Frequency Analysis with Excel

Aim

You are going to use Excel VBA to develop frequency analysis tools.

Text Entry Box.

This workbook uses textboxes and command buttons to count the frequency distribution of the letters in the ciphertext. This is one of the first jobs that you should perform on a new cipher text as it often yields vital clues to the type of cipher that you are dealing with.

The workbook will shift the message into uppercase automatically and eliminate any punctuation.

This webpage assumes that you have already completed:

Open a new Excel workbook and get the worksheet into Design Mode by clicking on the Design Mode toggle.

Add a large text box and a command button to your workbook.
Copy and paste the frequency analysis results for standard English into your workbook.

LetterFrequency %
A 8.2
B 1.5
C 2.8
D 4.3
E 12.7
F 2.2
G 2.0
H 6.1
I 7.0
J 0.2
K 0.8
L 4.0
M 2.4
N 6.7
O 7.5
P 1.9
Q 0.1
R 6.0
S 6.3
T 9.1
U 2.8
V 1.0
W 2.4
X 0.2
Y 2.0
Z 0.1

The first block of VBA code is taken from the clean and case button of the Simple Shift Cipher. Part 2 project.
The only alteration needed is to change textbox2 in the final line to textbox1 as this project only needs one textbox.

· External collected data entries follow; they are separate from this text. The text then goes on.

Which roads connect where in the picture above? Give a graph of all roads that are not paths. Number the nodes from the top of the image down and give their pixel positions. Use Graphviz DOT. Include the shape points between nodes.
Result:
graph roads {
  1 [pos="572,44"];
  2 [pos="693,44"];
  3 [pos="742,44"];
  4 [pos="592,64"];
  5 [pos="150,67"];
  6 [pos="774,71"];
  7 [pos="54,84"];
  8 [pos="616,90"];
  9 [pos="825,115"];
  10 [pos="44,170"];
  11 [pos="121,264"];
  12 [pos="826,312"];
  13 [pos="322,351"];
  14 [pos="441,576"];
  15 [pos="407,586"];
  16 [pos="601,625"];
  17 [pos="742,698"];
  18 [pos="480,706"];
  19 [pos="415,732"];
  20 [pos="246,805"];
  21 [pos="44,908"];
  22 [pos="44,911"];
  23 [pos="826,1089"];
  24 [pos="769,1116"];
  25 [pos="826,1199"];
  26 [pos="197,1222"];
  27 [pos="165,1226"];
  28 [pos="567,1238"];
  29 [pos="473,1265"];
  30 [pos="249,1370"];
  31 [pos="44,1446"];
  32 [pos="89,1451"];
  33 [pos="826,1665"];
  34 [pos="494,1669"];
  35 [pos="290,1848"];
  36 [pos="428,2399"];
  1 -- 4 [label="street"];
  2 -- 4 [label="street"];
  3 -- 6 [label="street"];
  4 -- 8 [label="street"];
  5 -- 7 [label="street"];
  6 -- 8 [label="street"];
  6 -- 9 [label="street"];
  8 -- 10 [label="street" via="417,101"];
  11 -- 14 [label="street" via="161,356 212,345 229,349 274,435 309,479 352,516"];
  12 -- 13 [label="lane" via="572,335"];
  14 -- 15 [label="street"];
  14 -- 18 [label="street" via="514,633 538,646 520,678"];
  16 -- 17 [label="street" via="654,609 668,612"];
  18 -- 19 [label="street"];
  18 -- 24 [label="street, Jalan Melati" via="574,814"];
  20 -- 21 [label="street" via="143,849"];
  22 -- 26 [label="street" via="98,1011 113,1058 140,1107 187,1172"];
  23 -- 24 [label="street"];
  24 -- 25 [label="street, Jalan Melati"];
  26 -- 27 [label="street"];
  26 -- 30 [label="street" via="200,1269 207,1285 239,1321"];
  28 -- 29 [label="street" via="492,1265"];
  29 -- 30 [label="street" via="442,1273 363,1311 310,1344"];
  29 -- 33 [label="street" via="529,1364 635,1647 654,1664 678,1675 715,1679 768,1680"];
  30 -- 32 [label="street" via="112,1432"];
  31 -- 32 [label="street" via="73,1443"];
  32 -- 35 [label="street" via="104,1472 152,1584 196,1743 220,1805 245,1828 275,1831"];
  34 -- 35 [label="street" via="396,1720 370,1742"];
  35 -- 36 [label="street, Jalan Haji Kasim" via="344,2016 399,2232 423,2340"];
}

Test your code to check that it strips out punctuation etc. and converts lower to uppercase.

Private Sub CommandButton1_Click()
newStr = ""
newStr1 = ""
sourceStr = TextBox1.Value
newStr = Format(sourceStr, ">")
For i = 1 To Len(sourceStr)
If (Asc(Mid(newStr, i, 1)) >= 65) Then
If (Asc(Mid(newStr, i, 1)) <= 90) Then
newStr1 = newStr1 + Mid(newStr, i, 1)
End If
End If
If (Asc(Mid(newStr, i, 1)) = 32) Then
newStr1 = newStr1 + Mid(newStr, i, 1)
End If
Next i
TextBox1.Value = newStr1
End Sub

Now we need to add the code to work through the ciphertext and count up occurences of each letter.
This code is added to the end of the last section of code, just before the closing End Sub line.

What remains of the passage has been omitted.